A type A is more general than a type B, often written A $\sqsubseteq$ B, if type variables in A can be instantiated to give the type B.

If we need a function of type Int → Int, a polymorphic function of type ∀a. a → a will do just fine, we can just instantiate the type variable to Int. But the reverse is not true. This gives rise to an ordering.

Example
$$
\text{Int}\rightarrow\text{Int} \sqsupseteq \forall z. z\rightarrow z\sqsupseteq \forall x\space y. x\rightarrow y\sqsupseteq\forall a. a
$$

Constraining Implementations

How many possible total, terminating implementations are there of a function of the following type? Many
$$
\text{Int}\rightarrow\text{Int}
$$
How about this type? 1
$$
\forall a. a\rightarrow a
$$

Polymorphic type signatures constrain implementations.

Parametricity

The principle of parametricity states that the result of polymorphic functions cannot depend on values of an abstracted type.

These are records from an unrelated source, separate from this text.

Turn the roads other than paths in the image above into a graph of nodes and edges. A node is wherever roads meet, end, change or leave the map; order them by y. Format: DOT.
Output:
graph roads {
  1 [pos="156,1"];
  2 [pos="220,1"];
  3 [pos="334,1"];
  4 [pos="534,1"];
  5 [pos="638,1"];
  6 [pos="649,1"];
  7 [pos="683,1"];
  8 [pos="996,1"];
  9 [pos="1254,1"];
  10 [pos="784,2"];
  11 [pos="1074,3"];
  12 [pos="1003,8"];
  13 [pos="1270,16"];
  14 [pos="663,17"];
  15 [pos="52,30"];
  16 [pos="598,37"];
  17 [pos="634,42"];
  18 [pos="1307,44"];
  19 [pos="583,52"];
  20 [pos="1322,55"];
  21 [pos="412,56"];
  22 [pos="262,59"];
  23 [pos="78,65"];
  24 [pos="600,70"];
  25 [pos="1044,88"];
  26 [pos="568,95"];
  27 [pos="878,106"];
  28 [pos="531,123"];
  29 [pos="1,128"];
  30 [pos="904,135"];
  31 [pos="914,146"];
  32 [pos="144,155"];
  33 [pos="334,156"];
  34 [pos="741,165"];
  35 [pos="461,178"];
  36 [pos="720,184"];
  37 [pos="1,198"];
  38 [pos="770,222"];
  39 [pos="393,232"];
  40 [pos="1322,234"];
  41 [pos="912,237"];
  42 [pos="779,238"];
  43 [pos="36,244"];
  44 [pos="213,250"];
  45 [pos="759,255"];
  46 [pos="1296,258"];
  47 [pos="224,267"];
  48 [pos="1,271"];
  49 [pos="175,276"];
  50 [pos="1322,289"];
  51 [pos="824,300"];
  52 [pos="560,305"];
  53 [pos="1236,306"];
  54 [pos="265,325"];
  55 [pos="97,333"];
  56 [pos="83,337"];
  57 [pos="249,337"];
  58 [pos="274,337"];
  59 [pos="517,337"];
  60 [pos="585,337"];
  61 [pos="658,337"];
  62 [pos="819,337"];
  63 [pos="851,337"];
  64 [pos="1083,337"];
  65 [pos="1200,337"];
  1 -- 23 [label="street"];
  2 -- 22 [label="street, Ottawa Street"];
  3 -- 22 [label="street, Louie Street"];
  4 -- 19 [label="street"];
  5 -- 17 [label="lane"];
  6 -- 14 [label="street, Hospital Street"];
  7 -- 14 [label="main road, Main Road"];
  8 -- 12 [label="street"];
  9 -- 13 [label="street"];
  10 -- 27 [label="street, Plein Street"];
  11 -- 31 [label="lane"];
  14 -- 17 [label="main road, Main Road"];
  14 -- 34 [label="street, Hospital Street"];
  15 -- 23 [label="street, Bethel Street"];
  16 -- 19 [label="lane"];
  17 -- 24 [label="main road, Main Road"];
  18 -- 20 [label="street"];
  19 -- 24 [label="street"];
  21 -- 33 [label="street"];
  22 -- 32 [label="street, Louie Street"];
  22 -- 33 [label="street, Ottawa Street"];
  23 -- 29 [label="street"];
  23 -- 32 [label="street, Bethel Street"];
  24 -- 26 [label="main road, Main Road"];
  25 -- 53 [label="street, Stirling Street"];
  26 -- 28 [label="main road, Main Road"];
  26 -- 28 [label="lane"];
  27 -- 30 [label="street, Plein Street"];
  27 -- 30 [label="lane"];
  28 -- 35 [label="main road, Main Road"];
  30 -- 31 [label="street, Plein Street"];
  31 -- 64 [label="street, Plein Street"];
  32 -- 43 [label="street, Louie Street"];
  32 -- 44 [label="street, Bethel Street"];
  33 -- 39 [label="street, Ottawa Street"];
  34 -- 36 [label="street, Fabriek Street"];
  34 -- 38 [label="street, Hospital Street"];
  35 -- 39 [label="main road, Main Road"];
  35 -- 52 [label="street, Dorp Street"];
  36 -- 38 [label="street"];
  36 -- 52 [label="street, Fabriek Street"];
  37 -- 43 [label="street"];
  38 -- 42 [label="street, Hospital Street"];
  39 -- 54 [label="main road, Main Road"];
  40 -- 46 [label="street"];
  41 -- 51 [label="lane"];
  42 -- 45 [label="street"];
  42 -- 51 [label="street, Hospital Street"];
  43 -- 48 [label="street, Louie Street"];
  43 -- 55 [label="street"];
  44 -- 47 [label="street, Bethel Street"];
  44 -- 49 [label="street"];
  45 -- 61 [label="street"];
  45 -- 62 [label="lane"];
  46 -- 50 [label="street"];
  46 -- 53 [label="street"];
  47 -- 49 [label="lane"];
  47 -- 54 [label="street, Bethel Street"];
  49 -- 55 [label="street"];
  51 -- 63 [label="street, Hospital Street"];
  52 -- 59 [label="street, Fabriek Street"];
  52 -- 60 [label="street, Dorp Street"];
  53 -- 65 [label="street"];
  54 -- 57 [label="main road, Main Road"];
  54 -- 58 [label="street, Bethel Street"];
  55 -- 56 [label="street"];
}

More formally, suppose I have a polymorphic function g that is polymorphic on type a. If run any arbitrary function f :: a → a on all the a values in the input of g, that will give the same results as running g first, then f on all the a values of the output.

Example:
$$
foo :: ∀a. [a] → [a]
$$
We know that every element of the output occurs in the input. The parametricity theorem we get is, for all f :
$$
\text{foo }\circ(\text{map f}) = (\text{map f})\circ \text{foo}
$$

$$
head :: ∀a. [a] → a\\
\text{ f (head l) = head (map f l)}
$$

$$
(++) :: ∀a. [a] → [a] → [a]\\
\text{map f (a ++ b) = map f a ++ map f b}
$$

$$
concat :: ∀a. [[a]] → [a]\\
\text{map f (concat ls) = concat (map (map f ) ls)}
$$

Higher Order Functions

$$
filter :: ∀a. (a → Bool) → [a] → [a]\\
\text{filter p (map f ls) = map f (filter (p ◦ f ) ls)}
$$

Parametricity Theorems

Follow a similar structure. In fact it can be mechanically derived, using the relational parametricity framework invented by John C. Reynolds, and popularised by Wadler in the famous paper, “Theorems for Free!”1 .

Upshot: We can ask lambdabot on the Haskell IRC channel for these theorems.